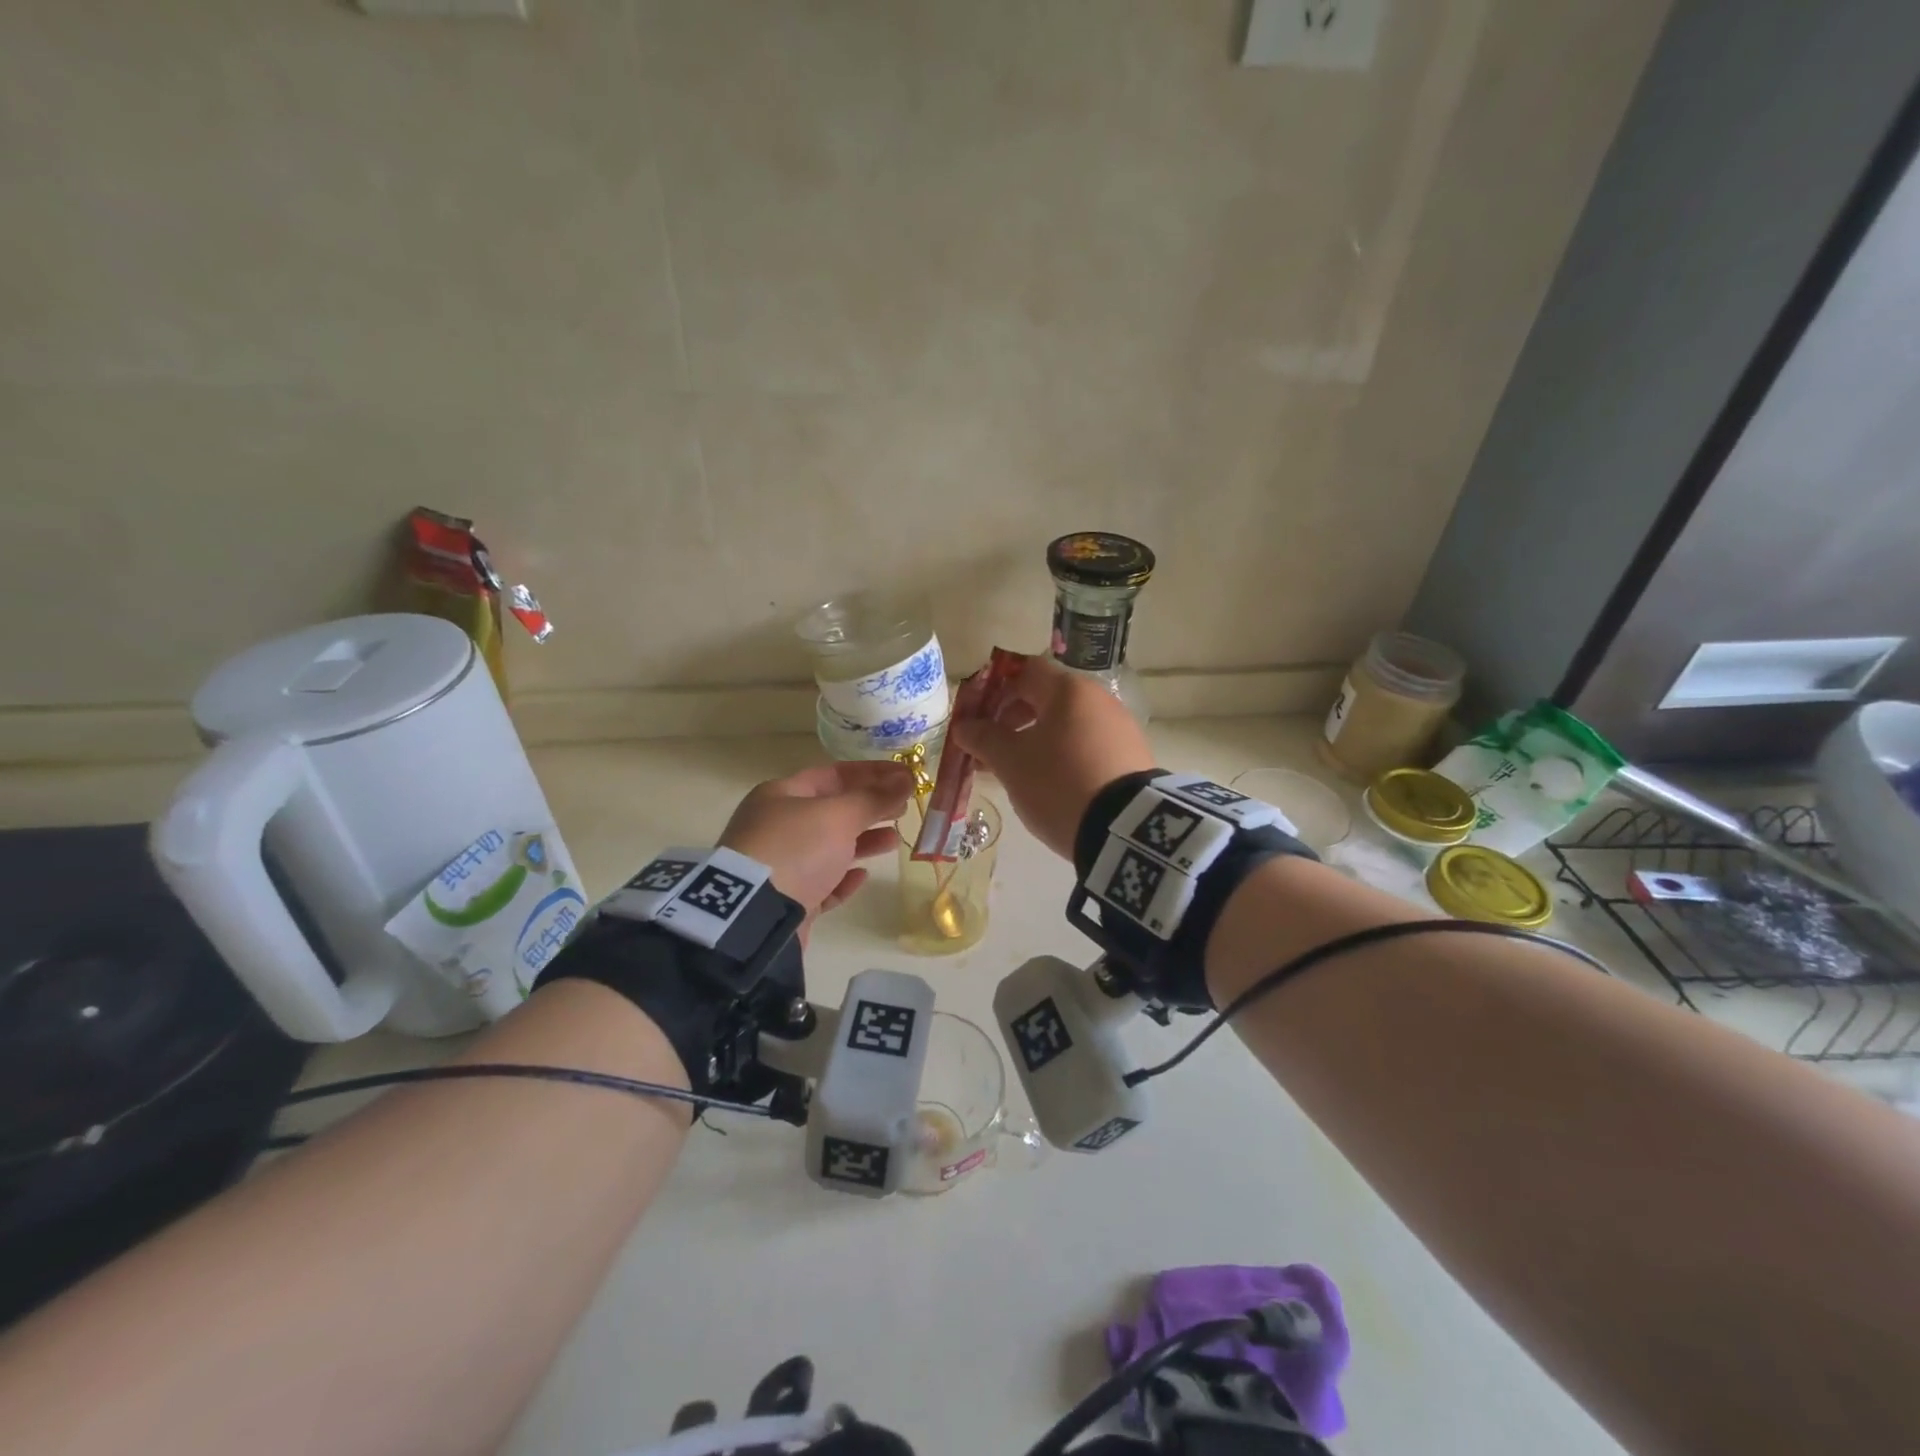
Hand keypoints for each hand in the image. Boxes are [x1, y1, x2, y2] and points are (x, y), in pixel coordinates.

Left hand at [718, 760, 914, 940]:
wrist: (755, 916)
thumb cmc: (796, 849)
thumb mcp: (838, 816)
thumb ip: (875, 798)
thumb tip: (906, 779)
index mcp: (781, 795)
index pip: (833, 774)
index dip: (871, 773)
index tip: (905, 776)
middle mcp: (777, 826)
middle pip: (832, 810)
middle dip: (869, 807)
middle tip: (904, 808)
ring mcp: (780, 865)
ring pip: (829, 848)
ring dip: (862, 842)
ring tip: (894, 840)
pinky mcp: (787, 901)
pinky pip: (821, 883)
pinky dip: (843, 878)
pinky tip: (862, 876)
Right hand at [947, 655, 1154, 859]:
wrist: (1124, 828)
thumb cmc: (1058, 782)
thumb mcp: (1011, 762)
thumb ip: (983, 738)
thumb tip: (963, 726)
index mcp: (1068, 690)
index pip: (1024, 671)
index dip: (994, 689)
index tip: (975, 716)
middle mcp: (1099, 698)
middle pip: (1045, 697)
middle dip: (1011, 719)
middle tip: (989, 747)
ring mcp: (1119, 727)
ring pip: (1066, 723)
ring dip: (1035, 739)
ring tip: (1016, 771)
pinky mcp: (1131, 756)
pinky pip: (1087, 744)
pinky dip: (1062, 754)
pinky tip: (1050, 783)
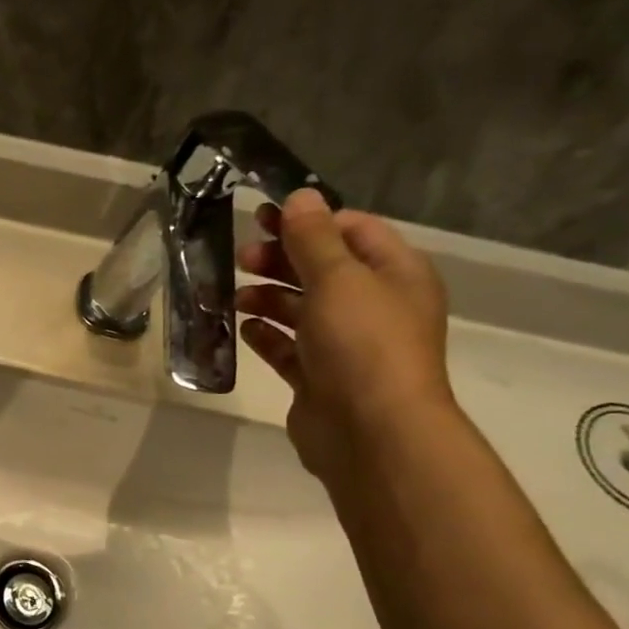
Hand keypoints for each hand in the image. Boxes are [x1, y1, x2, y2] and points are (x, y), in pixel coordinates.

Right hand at [234, 189, 453, 478]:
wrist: (371, 431)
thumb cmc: (362, 344)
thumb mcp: (338, 279)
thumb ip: (314, 238)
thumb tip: (300, 196)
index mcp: (394, 274)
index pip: (353, 230)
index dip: (309, 221)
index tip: (264, 219)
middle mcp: (374, 306)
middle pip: (322, 269)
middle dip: (282, 259)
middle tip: (241, 257)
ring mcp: (346, 345)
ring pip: (301, 309)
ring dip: (267, 297)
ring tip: (233, 296)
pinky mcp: (319, 378)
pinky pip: (288, 347)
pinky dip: (265, 334)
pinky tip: (242, 327)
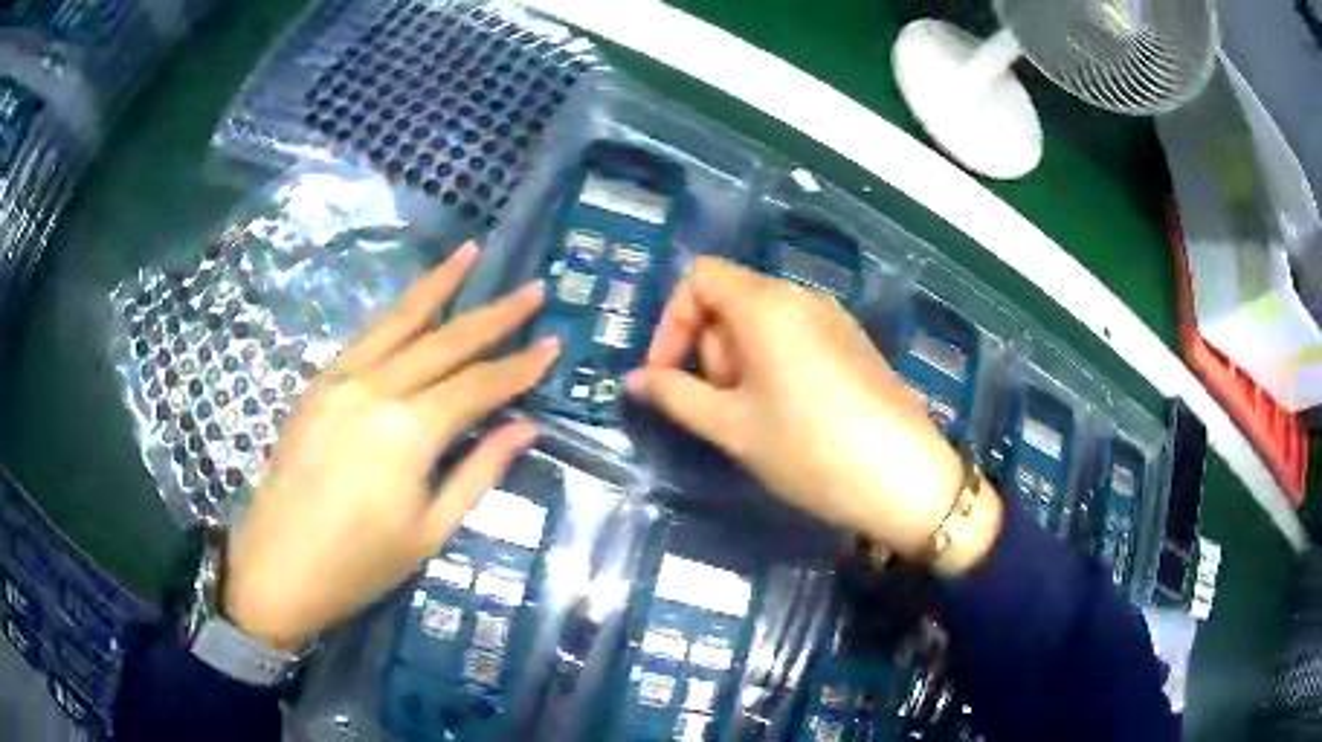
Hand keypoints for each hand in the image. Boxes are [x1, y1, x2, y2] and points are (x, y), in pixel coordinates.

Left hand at [225, 243, 559, 650]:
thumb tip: (523, 427)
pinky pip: (367, 337)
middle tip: (532, 288)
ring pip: (399, 321)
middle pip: (445, 341)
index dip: (519, 366)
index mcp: (408, 432)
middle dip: (493, 314)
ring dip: (438, 285)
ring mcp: (342, 380)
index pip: (477, 385)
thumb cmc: (360, 563)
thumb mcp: (431, 531)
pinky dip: (397, 312)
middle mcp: (376, 389)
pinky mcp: (319, 384)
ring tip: (470, 253)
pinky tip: (415, 301)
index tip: (554, 343)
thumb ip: (479, 472)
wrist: (279, 566)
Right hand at [625, 257, 967, 558]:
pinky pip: (795, 336)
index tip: (667, 375)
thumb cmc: (808, 450)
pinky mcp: (852, 342)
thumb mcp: (732, 427)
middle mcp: (801, 296)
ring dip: (740, 362)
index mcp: (766, 303)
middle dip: (710, 350)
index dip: (672, 321)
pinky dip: (773, 364)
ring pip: (762, 321)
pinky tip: (790, 414)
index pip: (700, 277)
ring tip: (757, 418)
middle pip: (730, 299)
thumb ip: (675, 396)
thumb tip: (633, 380)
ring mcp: (832, 318)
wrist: (903, 478)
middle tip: (723, 408)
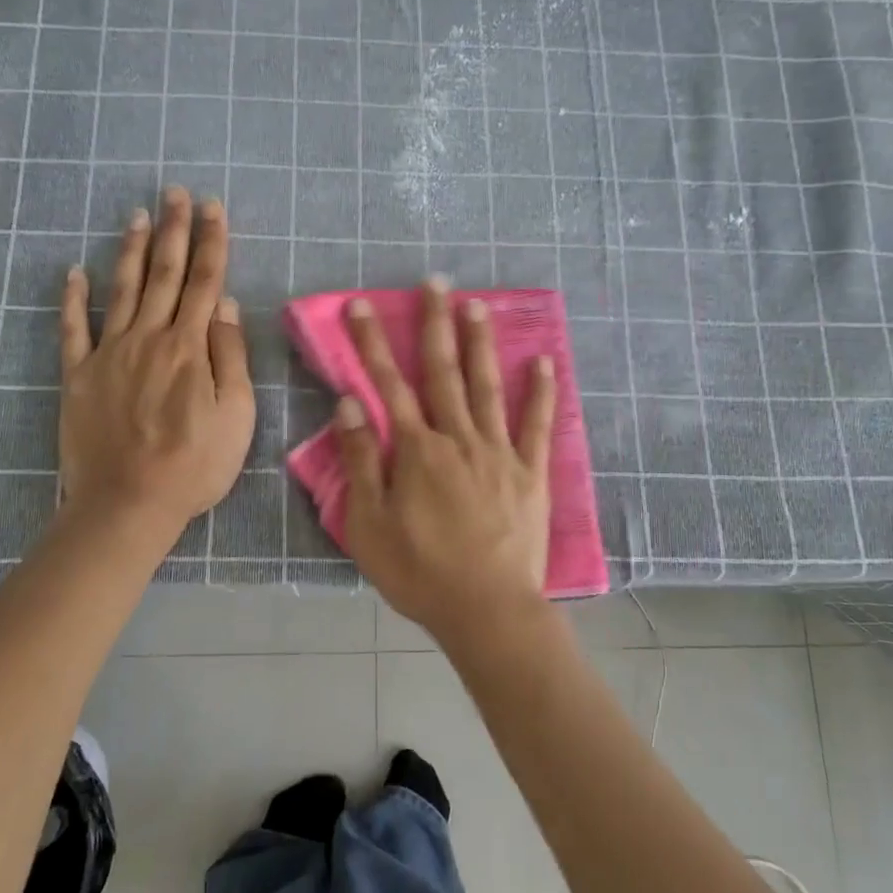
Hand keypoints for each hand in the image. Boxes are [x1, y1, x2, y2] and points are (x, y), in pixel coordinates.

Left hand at [59, 188, 254, 537]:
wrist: (128, 503)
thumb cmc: (194, 464)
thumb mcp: (236, 415)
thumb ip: (231, 356)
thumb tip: (225, 306)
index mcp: (190, 347)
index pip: (206, 282)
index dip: (212, 242)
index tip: (213, 207)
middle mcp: (149, 338)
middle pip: (165, 274)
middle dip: (174, 231)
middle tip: (175, 193)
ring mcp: (109, 354)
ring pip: (123, 290)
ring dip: (132, 250)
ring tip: (138, 215)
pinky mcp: (78, 376)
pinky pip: (73, 329)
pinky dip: (72, 298)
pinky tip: (73, 272)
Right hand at [334, 279, 555, 641]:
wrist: (488, 610)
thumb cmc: (420, 572)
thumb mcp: (369, 525)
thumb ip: (360, 462)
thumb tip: (349, 405)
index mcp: (417, 451)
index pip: (387, 385)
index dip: (372, 343)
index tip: (363, 305)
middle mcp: (459, 438)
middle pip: (443, 372)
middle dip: (435, 324)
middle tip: (435, 282)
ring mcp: (499, 452)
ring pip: (488, 386)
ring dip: (480, 343)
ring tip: (478, 304)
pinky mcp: (531, 473)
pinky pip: (537, 425)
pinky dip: (542, 392)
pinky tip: (543, 361)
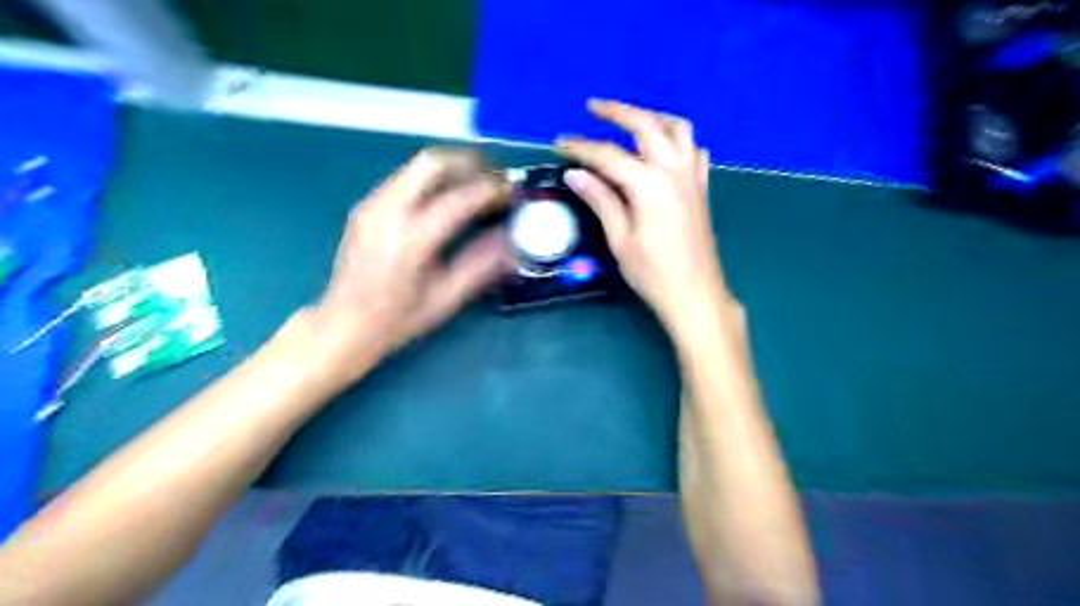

What is being asked -> Every record above must be copied exactly; none of the pictures belong in the copy.

Result of the task ->
Hand keypoints for each hand in the image. Boxes are [x1, y1, x2, y2] and points are (x, y), in pixel coordinates.

Left hand at [718, 760, 914, 940]:
wrist: (755, 916)
thumb cmc: (796, 849)
thumb mcp: (838, 816)
thumb ip: (875, 798)
thumb tip: (906, 779)
index mcp: (781, 795)
index pip: (833, 774)
index dip: (871, 773)
index tip: (905, 776)
middle mcp: (777, 826)
middle pip: (832, 810)
middle dip: (869, 807)
middle tip: (904, 808)
ring mcp: (780, 865)
ring pip: (829, 848)
ring dip: (862, 842)
ring tip: (894, 840)
pinky mcp: (787, 901)
pinky pip: (821, 883)
pinky dip: (843, 878)
pinky tip: (862, 876)
Right hand at [947, 655, 1154, 859]:
wrist: (1124, 828)
thumb cmc: (1058, 782)
thumb mcp: (1011, 762)
thumb ip: (983, 738)
thumb tip: (963, 726)
index mcp: (1068, 690)
index pip: (1024, 671)
index dip: (994, 689)
index tip: (975, 716)
middle mcp: (1099, 698)
middle pip: (1045, 697)
middle dip: (1011, 719)
middle tip: (989, 747)
ring mcp: (1119, 727)
ring pip: (1066, 723)
ring dip: (1035, 739)
ring tip: (1016, 771)
pinky mcp: (1131, 756)
pinky pip: (1087, 744)
pinky dip: (1062, 754)
pinky tip: (1050, 783)
Hand keypoints for each hand in the image. Boxes are [x1, y1, x2, y2] and points are (x, y), in pixel coordinates.

Right hand at [234, 189, 453, 478]:
wrist: (371, 431)
thumb cmc: (362, 344)
thumb mcp: (338, 279)
thumb ip: (314, 238)
thumb tip: (300, 196)
index mcp: (394, 274)
index pip: (353, 230)
index dip: (309, 221)
index tip: (264, 219)
middle mcp: (374, 306)
middle pip: (322, 269)
middle dip: (282, 259)
middle tip: (241, 257)
ring mcp: (346, 345)
ring pip: (301, 309)
ring dip: (267, 297)
ring tip: (233, 296)
pinky mcp: (319, 378)
pinky pip: (288, 347)
pinky dip: (265, 334)
pinky tip: (242, 327)
Hand keypoints for each hand in the image. Boxes are [x1, y1, x2, y2] and points are (x, y), in pixel coordinates.

Left hand at [225, 243, 559, 650]:
thumb tip: (523, 427)
pinky pip: (367, 337)
middle tip: (532, 288)
ring pip: (399, 321)
middle pip: (445, 341)
index dip: (519, 366)
index mcp: (408, 432)
middle dip: (493, 314)
ring dip: (438, 285)
ring mcp: (342, 380)
index pip: (477, 385)
thumb cmc: (360, 563)
thumb mcp: (431, 531)
pinky dip: (397, 312)
middle mcp: (376, 389)
pinky mcp: (319, 384)
ring tip: (470, 253)
pinky tip: (415, 301)
index tip: (554, 343)
thumb ip: (479, 472)
wrist: (279, 566)
Right hand at [625, 257, 967, 558]:
pinky pip: (795, 336)
index tip: (667, 375)
thumb cmc: (808, 450)
pinky mcp: (852, 342)
thumb mcp: (732, 427)
middle mcp: (801, 296)
ring dip: (740, 362)
index mcp: (766, 303)
middle dip: (710, 350)
index dip: (672, 321)
pinky dip: (773, 364)
ring pip: (762, 321)
pinky tip: (790, 414)
index pip: (700, 277)
ring tip: (757, 418)
middle pip: (730, 299)
thumb ip: (675, 396)
thumb tip: (633, 380)
ring mcp: (832, 318)
wrist: (903, 478)
middle tip: (723, 408)
Hand keypoints for each hand in the image. Boxes are [x1, y1, x2, y2] and points are (x, y), in pixel coordinates.

Left hand at [59, 188, 254, 537]:
wrist: (128, 503)
thumb cmc: (194, 464)
thumb mcp: (236, 415)
thumb ip: (231, 356)
thumb tip: (225, 306)
index mcp: (190, 347)
index pip: (206, 282)
index dip: (212, 242)
index tip: (213, 207)
middle mcp: (149, 338)
middle pip: (165, 274)
middle dip: (174, 231)
middle tip: (175, 193)
ring mcp: (109, 354)
ring pip: (123, 290)
ring dip: (132, 250)
ring tip: (138, 215)
pinky mcp: (78, 376)
pinky pip: (73, 329)
pinky dip: (72, 298)
pinky tip: (73, 272)
Right hand at [334, 279, 555, 641]:
wrist: (488, 610)
thumb cmc: (420, 572)
thumb mcp: (369, 525)
thumb ip: (360, 462)
thumb tip: (349, 405)
index mcp: (417, 451)
index pip: (387, 385)
index dip: (372, 343)
index tip: (363, 305)
middle mcp: (459, 438)
middle pip: (443, 372)
middle dip: (435, 324)
middle tip: (435, 282)
ring mcp: (499, 452)
ring pip: (488, 386)
ring dip: (480, 343)
ring tip: (478, 304)
pinky mcp: (531, 473)
pinky pip: (537, 425)
pinky dip: (542, 392)
pinky tip: (543, 361)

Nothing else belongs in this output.